Exercise directions:
Copy all the records word for word, apart from any pictures.

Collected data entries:
- - - -

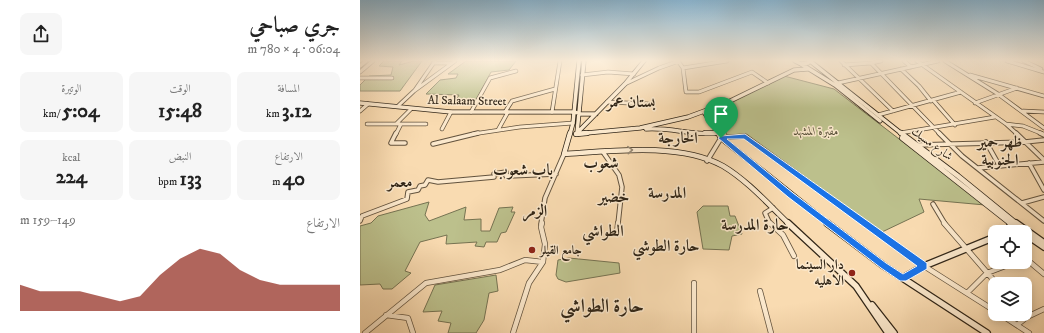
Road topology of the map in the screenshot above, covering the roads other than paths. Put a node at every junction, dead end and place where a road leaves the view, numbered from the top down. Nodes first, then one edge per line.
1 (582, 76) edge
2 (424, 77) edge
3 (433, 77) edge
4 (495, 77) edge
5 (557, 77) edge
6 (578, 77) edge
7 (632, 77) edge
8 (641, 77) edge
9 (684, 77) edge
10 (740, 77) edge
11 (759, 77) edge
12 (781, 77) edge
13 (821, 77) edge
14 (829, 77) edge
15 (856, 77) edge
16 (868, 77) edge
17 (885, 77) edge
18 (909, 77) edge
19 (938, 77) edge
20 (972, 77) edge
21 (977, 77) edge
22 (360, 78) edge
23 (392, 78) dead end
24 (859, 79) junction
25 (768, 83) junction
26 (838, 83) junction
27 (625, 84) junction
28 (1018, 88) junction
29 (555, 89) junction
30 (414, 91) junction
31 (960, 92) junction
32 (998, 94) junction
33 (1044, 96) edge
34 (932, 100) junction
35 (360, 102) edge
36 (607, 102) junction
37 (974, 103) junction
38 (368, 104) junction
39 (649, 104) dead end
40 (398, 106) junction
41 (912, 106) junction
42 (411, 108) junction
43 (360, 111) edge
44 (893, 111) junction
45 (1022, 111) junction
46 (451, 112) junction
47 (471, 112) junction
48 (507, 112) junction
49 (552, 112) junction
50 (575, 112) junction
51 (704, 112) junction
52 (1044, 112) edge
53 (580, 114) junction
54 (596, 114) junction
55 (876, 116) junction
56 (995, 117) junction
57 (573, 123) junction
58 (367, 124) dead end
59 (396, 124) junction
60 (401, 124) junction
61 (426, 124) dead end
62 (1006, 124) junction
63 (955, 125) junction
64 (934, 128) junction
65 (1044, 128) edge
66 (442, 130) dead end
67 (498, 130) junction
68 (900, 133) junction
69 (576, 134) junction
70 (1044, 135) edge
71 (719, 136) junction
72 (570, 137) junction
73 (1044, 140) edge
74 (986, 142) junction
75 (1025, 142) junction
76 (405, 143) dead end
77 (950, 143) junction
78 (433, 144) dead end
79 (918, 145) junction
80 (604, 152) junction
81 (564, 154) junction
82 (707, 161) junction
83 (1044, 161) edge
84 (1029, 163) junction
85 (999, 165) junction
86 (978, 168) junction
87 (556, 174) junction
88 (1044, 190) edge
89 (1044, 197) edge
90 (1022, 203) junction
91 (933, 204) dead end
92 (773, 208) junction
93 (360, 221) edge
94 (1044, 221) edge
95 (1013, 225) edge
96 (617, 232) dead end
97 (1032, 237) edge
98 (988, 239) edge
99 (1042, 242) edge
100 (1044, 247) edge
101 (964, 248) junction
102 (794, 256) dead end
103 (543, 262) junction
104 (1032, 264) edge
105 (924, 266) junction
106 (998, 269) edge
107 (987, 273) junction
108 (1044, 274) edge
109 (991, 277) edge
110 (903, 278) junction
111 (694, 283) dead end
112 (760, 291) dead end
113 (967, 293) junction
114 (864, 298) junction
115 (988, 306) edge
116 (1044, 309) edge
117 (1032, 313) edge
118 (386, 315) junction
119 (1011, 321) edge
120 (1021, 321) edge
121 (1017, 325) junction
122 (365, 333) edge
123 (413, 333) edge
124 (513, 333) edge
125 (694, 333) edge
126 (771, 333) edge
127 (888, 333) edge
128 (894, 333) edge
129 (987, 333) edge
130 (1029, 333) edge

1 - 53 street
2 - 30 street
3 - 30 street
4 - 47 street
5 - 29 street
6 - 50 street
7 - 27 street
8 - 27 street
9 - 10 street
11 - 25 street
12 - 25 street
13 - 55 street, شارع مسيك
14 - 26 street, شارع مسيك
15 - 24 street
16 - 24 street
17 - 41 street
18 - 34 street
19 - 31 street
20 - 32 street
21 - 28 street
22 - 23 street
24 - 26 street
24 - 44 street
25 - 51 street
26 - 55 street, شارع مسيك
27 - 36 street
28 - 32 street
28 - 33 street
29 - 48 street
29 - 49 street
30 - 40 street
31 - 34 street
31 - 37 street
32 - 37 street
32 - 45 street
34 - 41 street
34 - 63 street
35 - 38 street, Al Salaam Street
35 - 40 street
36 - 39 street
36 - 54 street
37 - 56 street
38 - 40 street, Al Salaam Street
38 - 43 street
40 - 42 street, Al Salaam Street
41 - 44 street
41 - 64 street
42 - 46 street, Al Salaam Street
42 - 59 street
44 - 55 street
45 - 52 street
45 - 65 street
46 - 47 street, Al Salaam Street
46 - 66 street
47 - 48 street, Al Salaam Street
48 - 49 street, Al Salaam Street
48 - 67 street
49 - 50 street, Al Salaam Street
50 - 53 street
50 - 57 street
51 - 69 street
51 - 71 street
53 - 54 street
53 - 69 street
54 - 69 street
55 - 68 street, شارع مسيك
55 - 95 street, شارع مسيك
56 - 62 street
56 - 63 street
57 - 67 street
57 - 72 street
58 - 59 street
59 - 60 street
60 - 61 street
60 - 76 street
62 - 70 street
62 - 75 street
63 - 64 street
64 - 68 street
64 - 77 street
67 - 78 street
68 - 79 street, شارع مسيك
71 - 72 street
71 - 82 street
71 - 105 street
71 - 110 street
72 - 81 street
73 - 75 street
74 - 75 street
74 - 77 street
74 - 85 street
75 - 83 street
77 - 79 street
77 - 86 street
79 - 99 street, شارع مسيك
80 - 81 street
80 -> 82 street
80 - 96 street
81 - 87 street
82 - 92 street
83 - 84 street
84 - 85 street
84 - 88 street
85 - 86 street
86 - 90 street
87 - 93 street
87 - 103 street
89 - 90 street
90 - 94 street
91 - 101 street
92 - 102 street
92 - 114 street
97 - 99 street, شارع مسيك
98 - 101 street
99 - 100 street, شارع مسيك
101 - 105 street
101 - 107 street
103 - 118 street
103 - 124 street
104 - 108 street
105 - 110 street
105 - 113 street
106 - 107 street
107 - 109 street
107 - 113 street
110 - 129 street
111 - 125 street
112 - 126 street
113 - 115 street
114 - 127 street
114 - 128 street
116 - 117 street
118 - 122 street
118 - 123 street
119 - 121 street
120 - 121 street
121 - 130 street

- - - -

Completed task:
Road topology of the map in the screenshot above, covering the roads other than paths. Put a node at every junction, dead end and place where a road leaves the view, numbered from the top down. Nodes first, then one edge per line.
1 (582, 76) edge
2 (424, 77) edge
3 (433, 77) edge
4 (495, 77) edge
5 (557, 77) edge
6 (578, 77) edge
7 (632, 77) edge
8 (641, 77) edge
9 (684, 77) edge
10 (740, 77) edge
11 (759, 77) edge
12 (781, 77) edge
13 (821, 77) edge
14 (829, 77) edge
15 (856, 77) edge
16 (868, 77) edge
17 (885, 77) edge
18 (909, 77) edge
19 (938, 77) edge
20 (972, 77) edge
21 (977, 77) edge
22 (360, 78) edge
23 (392, 78) dead end
24 (859, 79) junction
25 (768, 83) junction
26 (838, 83) junction
27 (625, 84) junction
28 (1018, 88) junction
29 (555, 89) junction
30 (414, 91) junction
31 (960, 92) junction
32 (998, 94) junction
33 (1044, 96) edge
34 (932, 100) junction
35 (360, 102) edge
36 (607, 102) junction
37 (974, 103) junction
38 (368, 104) junction
39 (649, 104) dead end
40 (398, 106) junction
41 (912, 106) junction
42 (411, 108) junction
43 (360, 111) edge
44 (893, 111) junction
45 (1022, 111) junction
46 (451, 112) junction
47 (471, 112) junction
48 (507, 112) junction
49 (552, 112) junction
50 (575, 112) junction
51 (704, 112) junction
52 (1044, 112) edge
53 (580, 114) junction
54 (596, 114) junction
55 (876, 116) junction
56 (995, 117) junction
57 (573, 123) junction
58 (367, 124) dead end
59 (396, 124) junction
60 (401, 124) junction
61 (426, 124) dead end
62 (1006, 124) junction
63 (955, 125) junction
64 (934, 128) junction
65 (1044, 128) edge
66 (442, 130) dead end
67 (498, 130) junction
68 (900, 133) junction
69 (576, 134) junction
70 (1044, 135) edge
71 (719, 136) junction
72 (570, 137) junction
73 (1044, 140) edge
74 (986, 142) junction
75 (1025, 142) junction
76 (405, 143) dead end
77 (950, 143) junction
78 (433, 144) dead end
79 (918, 145) junction
80 (604, 152) junction
81 (564, 154) junction
82 (707, 161) junction
83 (1044, 161) edge
84 (1029, 163) junction
85 (999, 165) junction
86 (978, 168) junction
87 (556, 174) junction
88 (1044, 190) edge
89 (1044, 197) edge
90 (1022, 203) junction
91 (933, 204) dead end
92 (773, 208) junction
93 (360, 221) edge
94 (1044, 221) edge
95 (1013, 225) edge
96 (617, 232) dead end
97 (1032, 237) edge
98 (988, 239) edge
99 (1042, 242) edge
100 (1044, 247) edge
101 (964, 248) junction
102 (794, 256) dead end
103 (543, 262) junction
104 (1032, 264) edge
105 (924, 266) junction
106 (998, 269) edge
107 (987, 273) junction
108 (1044, 274) edge
109 (991, 277) edge
110 (903, 278) junction
111 (694, 283) dead end
112 (760, 291) dead end
113 (967, 293) junction
114 (864, 298) junction
115 (988, 306) edge
116 (1044, 309) edge
117 (1032, 313) edge
118 (386, 315) junction
119 (1011, 321) edge
120 (1021, 321) edge
121 (1017, 325) junction
122 (365, 333) edge
123 (413, 333) edge
124 (513, 333) edge
125 (694, 333) edge
126 (771, 333) edge
127 (888, 333) edge
128 (894, 333) edge
129 (987, 333) edge
130 (1029, 333) edge

1 - 53 street
2 - 30 street
3 - 30 street
4 - 47 street
5 - 29 street
6 - 50 street
7 - 27 street
8 - 27 street
9 - 10 street
11 - 25 street
12 - 25 street
13 - 55 street, شارع مسيك
14 - 26 street, شارع مسيك
15 - 24 street
16 - 24 street
17 - 41 street
18 - 34 street
19 - 31 street
20 - 32 street
21 - 28 street
22 - 23 street
24 - 26 street
24 - 44 street
25 - 51 street
26 - 55 street, شارع مسيك
27 - 36 street
28 - 32 street
28 - 33 street
29 - 48 street
29 - 49 street
30 - 40 street
31 - 34 street
31 - 37 street
32 - 37 street
32 - 45 street
34 - 41 street
34 - 63 street
35 - 38 street, Al Salaam Street
35 - 40 street
36 - 39 street
36 - 54 street
37 - 56 street
38 - 40 street, Al Salaam Street
38 - 43 street
40 - 42 street, Al Salaam Street
41 - 44 street
41 - 64 street
42 - 46 street, Al Salaam Street
42 - 59 street
44 - 55 street
45 - 52 street
45 - 65 street
46 - 47 street, Al Salaam Street
46 - 66 street
47 - 48 street, Al Salaam Street
48 - 49 street, Al Salaam Street
48 - 67 street
49 - 50 street, Al Salaam Street
50 - 53 street
50 - 57 street
51 - 69 street
51 - 71 street
53 - 54 street
53 - 69 street
54 - 69 street
55 - 68 street, شارع مسيك
55 - 95 street, شارع مسيك
56 - 62 street
56 - 63 street
57 - 67 street
57 - 72 street
58 - 59 street
59 - 60 street
60 - 61 street
60 - 76 street
62 - 70 street
62 - 75 street
63 - 64 street
64 - 68 street
64 - 77 street
67 - 78 street
68 - 79 street, شارع مسيك
71 - 72 street
71 - 82 street
71 - 105 street
71 - 110 street
72 - 81 street
73 - 75 street
74 - 75 street
74 - 77 street
74 - 85 street
75 - 83 street
77 - 79 street
77 - 86 street
79 - 99 street, شارع مسيك
80 - 81 street
80 -> 82 street
80 - 96 street
81 - 87 street
82 - 92 street
83 - 84 street
84 - 85 street
84 - 88 street
85 - 86 street
86 - 90 street
87 - 93 street
87 - 103 street
89 - 90 street
90 - 94 street
91 - 101 street
92 - 102 street
92 - 114 street
97 - 99 street, شارع مسيك
98 - 101 street
99 - 100 street, شارع مسيك
101 - 105 street
101 - 107 street
103 - 118 street
103 - 124 street
104 - 108 street
105 - 110 street
105 - 113 street
106 - 107 street
107 - 109 street
107 - 113 street
110 - 129 street
111 - 125 street
112 - 126 street
113 - 115 street
114 - 127 street
114 - 128 street
116 - 117 street
118 - 122 street
118 - 123 street
119 - 121 street
120 - 121 street
121 - 130 street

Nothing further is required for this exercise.